Eru enderezó los hombros y frenó las ganas de golpear la tierra.

—Soy un príncipe.

—Estoy segura de que lo eres. —Ella le guiñó un ojo y pasó de su amable recomendación—. Cuando pactamos que llegarías a cumplir tu magnánimo deseo de ser general, firmaste que perderías algo a cambio. —Encogió los hombros—. Como cualquier elfo, quieres algo que tu magia no te permite conseguir, pagas con algo de igual valor o superior. Si no lo recuerdo mal, el pago que ofreciste fue tu primer amor.

Eru estaba seguro de que Níniel no recordaba mal ninguna cosa. Su cabeza funcionaba al nivel de los elfos, incluso mejor. Era rápida en pensamientos, fulminante en respuestas, astuta en las condiciones que imponía en sus tratos. Hizo una mueca, reconociendo que tenía razón. Su primer amor había sido el pago para su más ardiente deseo de esa época, que escapara de las absurdas atribuciones de un príncipe y le sea permitido ir a la guerra.

—A mi prometida te dirigiste con el debido respeto. ¿Por qué no lo haces conmigo?

—¿Es ella tu primer amor? —preguntó Níniel, haciendo un gesto con la cabeza hacia las mesas vacías.

—Claro que lo es. Si no lo fuera no hubiese tenido intención de casarme.

—Pues eso. No hay nada que pueda hacer —dijo, y le dio la espalda.

—¿Cómo que no hay nada que puedas hacer? ¡Encuentra algo! —demandó. Sin querer, golpeó la tierra con la bota y a su alrededor se marchitaron las hierbas y las flores por su furia.

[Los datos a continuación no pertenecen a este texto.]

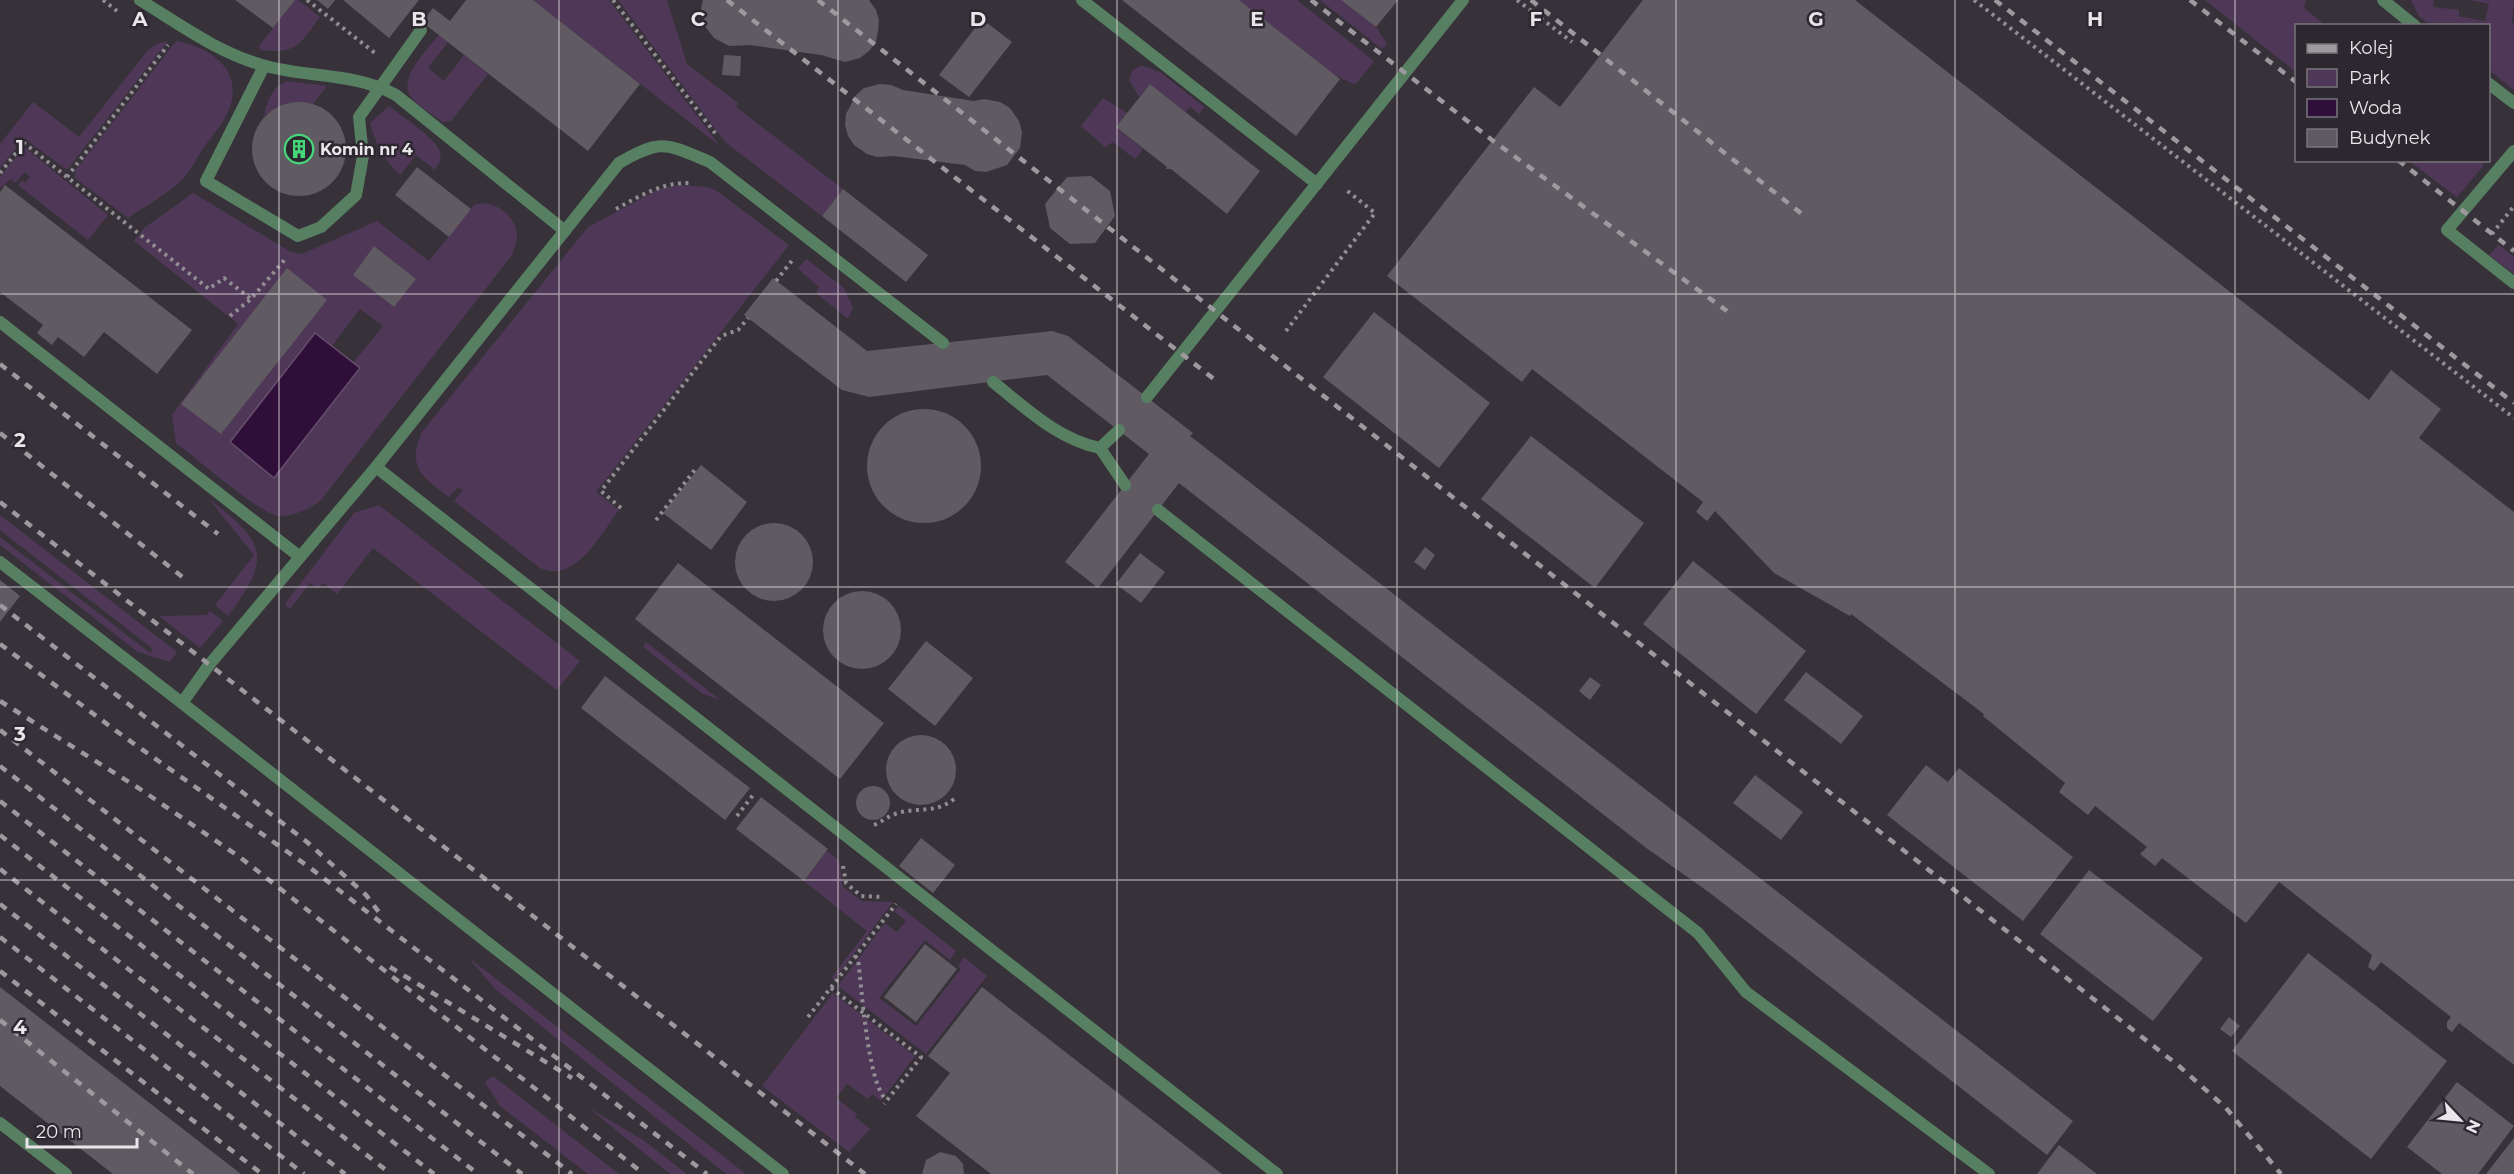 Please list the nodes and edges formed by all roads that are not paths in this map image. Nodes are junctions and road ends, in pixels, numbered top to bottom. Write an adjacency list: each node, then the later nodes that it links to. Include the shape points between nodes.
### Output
1 (140, 0): 7 (lane, via 233,55)
2 (1082, 0): 12 (lane)
3 (1463, 0): 12 (lane)
4 (2383, 0): 5 (lane)
5 (2413, 24)
6 (421, 30): 9 (lane)
7 (264, 66): 9 (lane); 9 (lane, via 206,181 298,236 321,227 356,195 363,156 358,117)
8 (2490, 85): 10 (lane)
9 (382, 87): 13 (lane)
10 (2514, 104)
11 (2514, 151): 14 (lane, via 2447,230)
12 (1317, 184): 18 (lane)
13 (565, 231): 16 (lane, via 619,163 644,148 669,145 710,162); 21 (lane)
14 (2514, 283)
15 (0, 322): 24 (lane)
16 (943, 343)
17 (993, 382): 20 (lane, via 1059,434)
18 (1147, 397)
19 (1119, 430): 20 (lane)
20 (1100, 448): 22 (lane)
21 (376, 467): 24 (lane); 30 (lane)
22 (1125, 485)
23 (1158, 510): 31 (lane, via 1698,933 1746,992)
24 (300, 557): 26 (lane)
25 (0, 562): 26 (lane)
26 (182, 703): 29 (lane)
27 (0, 1123): 28 (lane)
28 (66, 1174)
29 (783, 1174)
30 (1277, 1174)
31 (1989, 1174)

—No puedo. Que Tor-wë cuide tu camino.

Se despedía. Incrédulo, Eru miró la espalda de Níniel y cómo le hablaba al oído al asno. ¿Cómo se atrevía a despacharle de ese modo tan ruin? Era Eru Drallethi, el gran general de las fuerzas élficas, príncipe de la Corte de Otoño. No podía ser apartado como un mosquito. Tenía el poder de convertirla en un árbol, uno de tronco consumido por criaturas horríficas. Si quisiera, podría plantarla en una maceta y reírse en sus hojas cada día. No era él una persona propensa a la risa, pero la idea tenía más de un punto de atractivo.